こっちへ来てからも、占う方法くらい思いつかないかとときどき考える。居間に置いてあるメモ用紙とボールペンはそのためのものだ。でも閃かない。種占いをやっても、散らばった種からは何もつかめない。虚しいだけだ。
ふわりと、俺は温かさを感じた。
神社から自転車で離れようとしたとき、犬に咬まれた痛みで苦しんでいたとき――今日何度か受け止めたもの。
(何だかいいにおいがする。すごく落ち着く)
意識がだんだんはっきりして、俺は自分がソファーの上でクッションを枕に眠ったと思い出した。
そのはずなのに、頭に当たっているものはクッションじゃない。手で触れてみると、すべすべした感触がある。
目を開けた俺は心臓を跳ねさせた。俺が頭を置いているのは、ソファーに座ったポンコのひざ。
しかもポンコは俺の頭をゆっくりとなでている。いつ入れ替わったのか、俺にはわからない。
「起こしちゃったね」
ポンコは俺を優しいまなざしで見下ろす。
「ボクたち福狸神社のタヌキは福を分けるって言われてるから、こうして近くに置いておけばいいことがあるかもしれないよ」
俺はポンコの上からどこうと思った。でも、体を動かせなかった。動かしたくなかった、というのが正直なところか。これだけ安心した気分になったのはいつ以来だろう。
神の使いであるポンコににおいなんてあるのかと風呂場では思ったけど、今はどうでもいい。いい匂いがすると感じているんだから、いい匂いがある。それで十分だ。
「重い……だろ」
俺は辛うじて問いかけた。
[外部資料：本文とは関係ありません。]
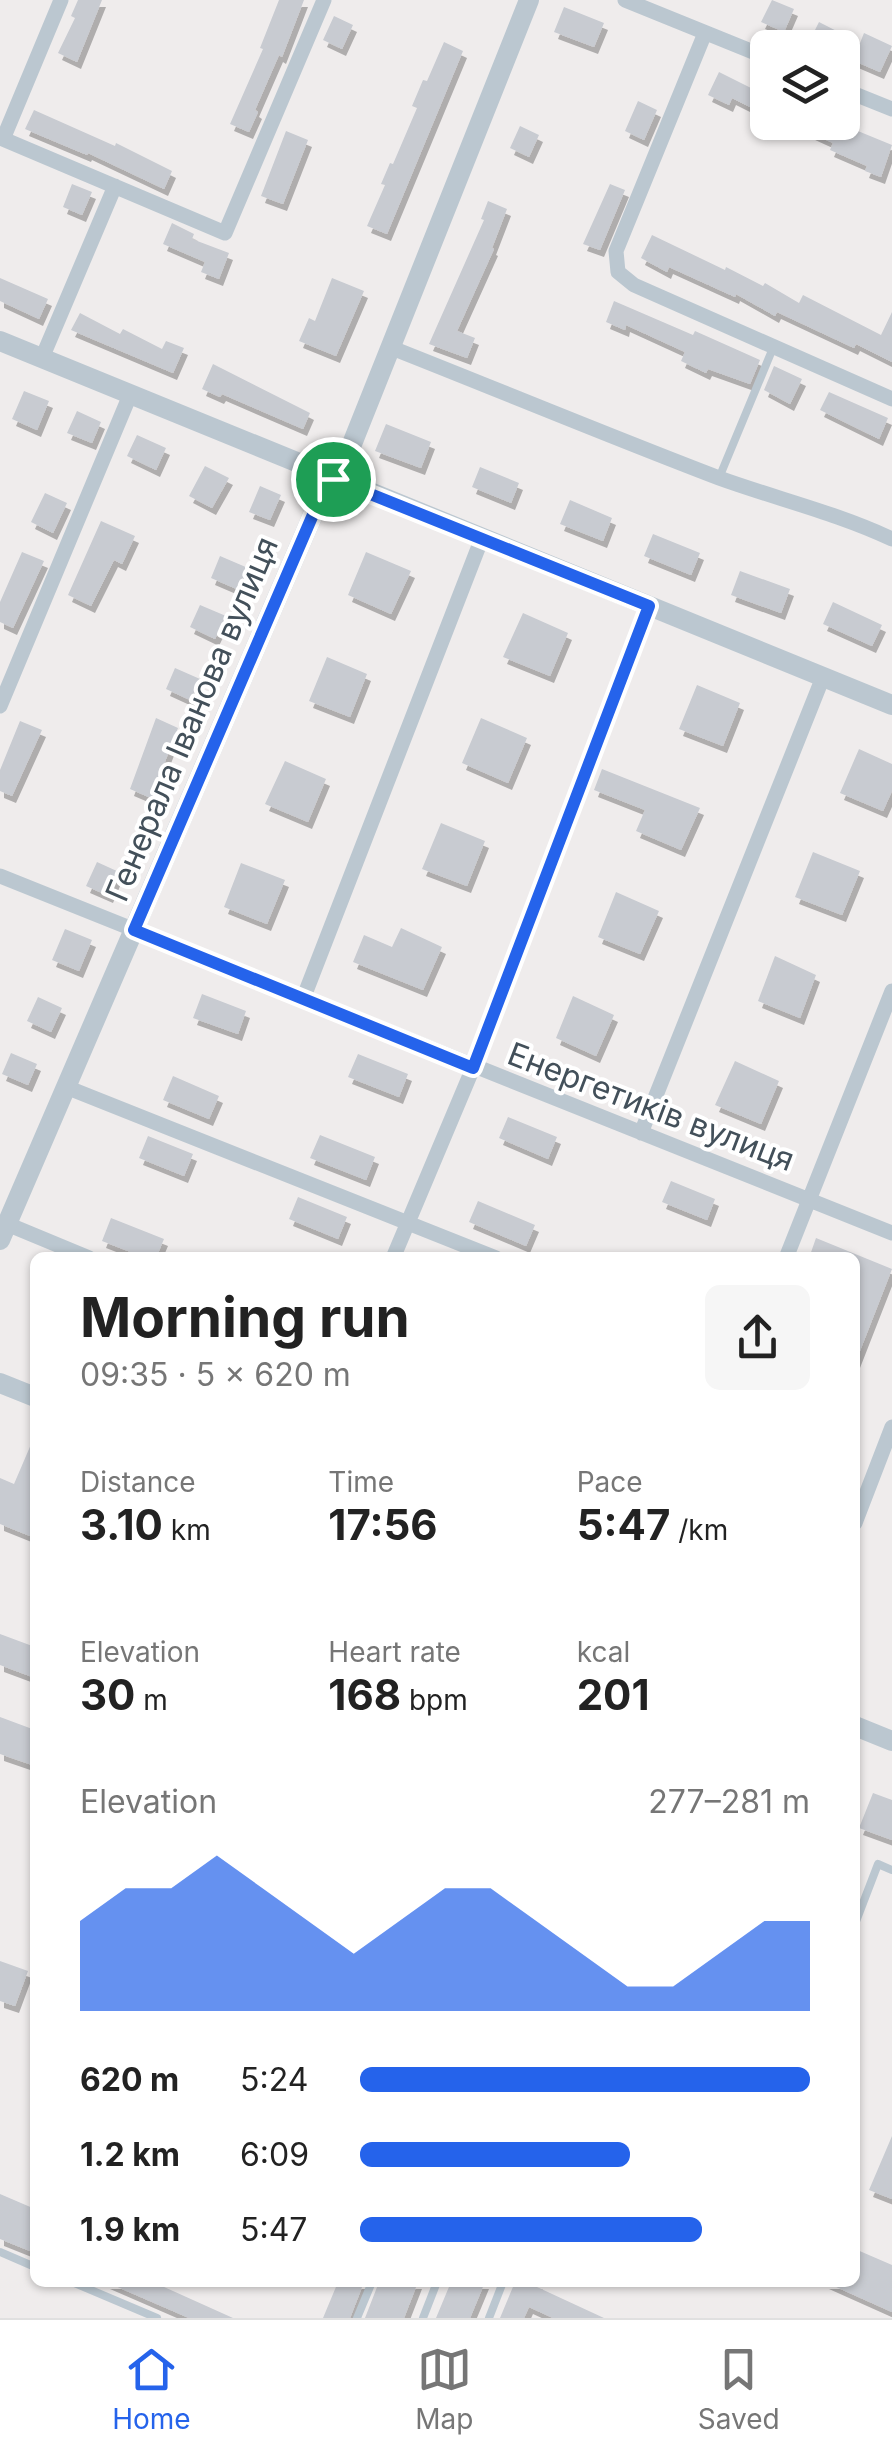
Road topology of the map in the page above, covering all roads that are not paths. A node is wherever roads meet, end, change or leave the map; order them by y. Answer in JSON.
{"nodes":[{"id":1,"x":62,"y":0,"type":"edge"},
{"id":2,"x":324,"y":0,"type":"edge"},
{"id":3,"x":528,"y":0,"type":"edge"},
{"id":4,"x":625,"y":0,"type":"edge"},
{"id":5,"x":706,"y":33,"type":"junction"},
{"id":6,"x":750,"y":51,"type":"edge"},
{"id":7,"x":860,"y":96,"type":"edge"},
{"id":8,"x":892,"y":109,"type":"edge"},
{"id":9,"x":115,"y":186,"type":"junction"},
{"id":10,"x":0,"y":341,"type":"edge"},
{"id":11,"x":773,"y":346,"type":"junction"},
{"id":12,"x":392,"y":348,"type":"junction"},
{"id":13,"x":42,"y":358,"type":"junction"},
{"id":14,"x":130,"y":395,"type":"junction"},
{"id":15,"x":892,"y":399,"type":"edge"},
{"id":16,"x":720,"y":478,"type":"junction"},
{"id":17,"x":333,"y":479,"type":"junction"},
{"id":18,"x":482,"y":538,"type":"junction"},
{"id":19,"x":892,"y":540,"type":"edge"},
{"id":20,"x":649,"y":606,"type":"junction"},
{"id":21,"x":823,"y":677,"type":"junction"},
{"id":22,"x":892,"y":704,"type":"edge"},
{"id":23,"x":0,"y":706,"type":"edge"},
{"id":24,"x":0,"y":876,"type":"edge"},
{"id":25,"x":134,"y":930,"type":"junction"},
{"id":26,"x":892,"y":991,"type":"edge"},
{"id":27,"x":303,"y":999,"type":"junction"},
{"id":28,"x":473,"y":1068,"type":"junction"},
{"id":29,"x":66,"y":1086,"type":"junction"},
{"id":30,"x":641,"y":1133,"type":"junction"},
{"id":31,"x":810,"y":1198,"type":"junction"},
{"id":32,"x":408,"y":1222,"type":"junction"},
{"id":33,"x":3,"y":1232,"type":"edge"},
{"id":34,"x":892,"y":1233,"type":"edge"},
{"id":35,"x":69,"y":1252,"type":"edge"},
{"id":36,"x":396,"y":1252,"type":"edge"},
{"id":37,"x":481,"y":1252,"type":"edge"},
{"id":38,"x":788,"y":1252,"type":"edge"},
{"id":39,"x":0,"y":1384,"type":"edge"},
{"id":40,"x":30,"y":1396,"type":"edge"},
{"id":41,"x":892,"y":1427,"type":"edge"},
{"id":42,"x":860,"y":1510,"type":"edge"},
{"id":43,"x":860,"y":1728,"type":"edge"},
{"id":44,"x":892,"y":1741,"type":"edge"},
{"id":45,"x":892,"y":1870,"type":"edge"},
{"id":46,"x":860,"y":1911,"type":"edge"},
{"id":47,"x":0,"y":2252,"type":"edge"},
{"id":48,"x":30,"y":2265,"type":"edge"},
{"id":49,"x":84,"y":2287,"type":"edge"},
{"id":50,"x":370,"y":2287,"type":"edge"},
{"id":51,"x":435,"y":2287,"type":"edge"},
{"id":52,"x":501,"y":2287,"type":"edge"},
{"id":53,"x":156,"y":2318,"type":"edge"},
{"id":54,"x":357,"y":2318,"type":"edge"},
{"id":55,"x":423,"y":2318,"type":"edge"},
{"id":56,"x":488,"y":2318,"type":"edge"}],
"edges":[{"from":1,"to":9,"type":"street"},
{"from":2,"to":9,"type":"street"},
{"from":3,"to":12,"type":"street","name":"Генерала Іванова вулиця"},
{"from":4,"to":5,"type":"street"},
{"from":5,"to":6,"type":"street"},
{"from":5,"to":11,"type":"street"},
{"from":7,"to":8,"type":"street"},
{"from":9,"to":13,"type":"street"},
{"from":10,"to":13,"type":"street"},
{"from":11,"to":15,"type":"street"},
{"from":11,"to":16,"type":"lane"},
{"from":12,"to":16,"type":"street"},
{"from":12,"to":17,"type":"street","name":"Генерала Іванова вулиця"},
{"from":13,"to":14,"type":"street"},
{"from":14,"to":17,"type":"street"},
{"from":14,"to":23,"type":"street"},
{"from":16,"to":19,"type":"street"},
{"from":17,"to":18,"type":"street"},
{"from":17,"to":25,"type":"street","name":"Генерала Іванова вулиця"},
{"from":18,"to":20,"type":"street"},
{"from":18,"to":27,"type":"street"},
{"from":20,"to":21,"type":"street"},
{"from":20,"to":28,"type":"street"},
{"from":21,"to":22,"type":"street"},
{"from":21,"to":30,"type":"street"},
{"from":24,"to":25,"type":"street","name":"Енергетиків вулиця"},
{"from":25,"to":27,"type":"street","name":"Енергетиків вулиця"},
{"from":25,"to":29,"type":"street","name":"Генерала Іванова вулиця"},
{"from":26,"to":31,"type":"street"},
{"from":27,"to":28,"type":"street","name":"Енергетиків вулиця"},
{"from":28,"to":30,"type":"street","name":"Енергетиків вулиця"},
{"from":28,"to":32,"type":"street"},
{"from":29,"to":32,"type":"street"},
{"from":29,"to":33,"type":"street","name":"Генерала Іванова вулиця"},
{"from":30,"to":31,"type":"street","name":"Енергетиків вулиця"},
{"from":31,"to":34,"type":"street","name":"Енергетиків вулиця"},
{"from":31,"to":38,"type":"street"},
{"from":32,"to":36,"type":"street"},
{"from":32,"to":37,"type":"street"},
{"from":33,"to":35,"type":"street"},
{"from":39,"to":40,"type":"street"},
{"from":41,"to":42,"type":"street"},
{"from":43,"to":44,"type":"street"},
{"from":45,"to":46,"type":"lane"},
{"from":47,"to":48,"type":"lane"},
{"from":49,"to":53,"type":"lane"},
{"from":50,"to":54,"type":"lane"},
{"from":51,"to":55,"type":"lane"},
{"from":52,"to":56,"type":"lane"}]}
ポンコは優しくほほ笑むだけ。
「ううん、大丈夫。そんなに重くないし、リョクはもっと苦しいんだと思うし」
その一言を聞いた俺は、数時間前に考えたことが間違いだと気づいた。
ポンコは俺がどれだけ悩んだかわかっていない――そんなことはない。俺の気持ちを理解したうえで占ってくれと頼んできている。俺の風呂を見たらしいけど、きっと占えないことに打ちひしがれているところも見ていたはず。
俺が占えなくなったことで周りは変化した。俺に絶望したり、占いを頼まなくなったりした。でも、ポンコは俺がまだ占えると信じている。信じてくれている。そう気づくと、俺の心は随分軽くなった。
「それで、何を占ってほしいんだ」
俺が小声で言うなり、ポンコは太陽が輝くような笑顔になった。そこまで喜ぶなよと、俺は照れ隠しに目をそらす。
「今は無理だけど、きっと」
「よかった」
ポンコはまた俺をなでる。
「じゃあ、占ってもらえるまでリョクのそばにいていい? あ、占うことはそのときまで内緒にしておくね! 聞いたときの直感も大切だろうし!」
俺は「好きにしろよ」と答えるのが精一杯だった。二度目の眠気が押し寄せてきたからだ。
こんなところは人に見せられない。でもポンコの手やひざは俺の凍りついた心を溶かしていくようだった。
いつもなら、あの夢を見て起きた後はもう一回寝ることにためらいがある。同じものを見たら嫌だからだ。
でも今夜はもうあの夢を見ない気がする。俺はそんなことを考えているうちに甘い眠りへ落ちていった。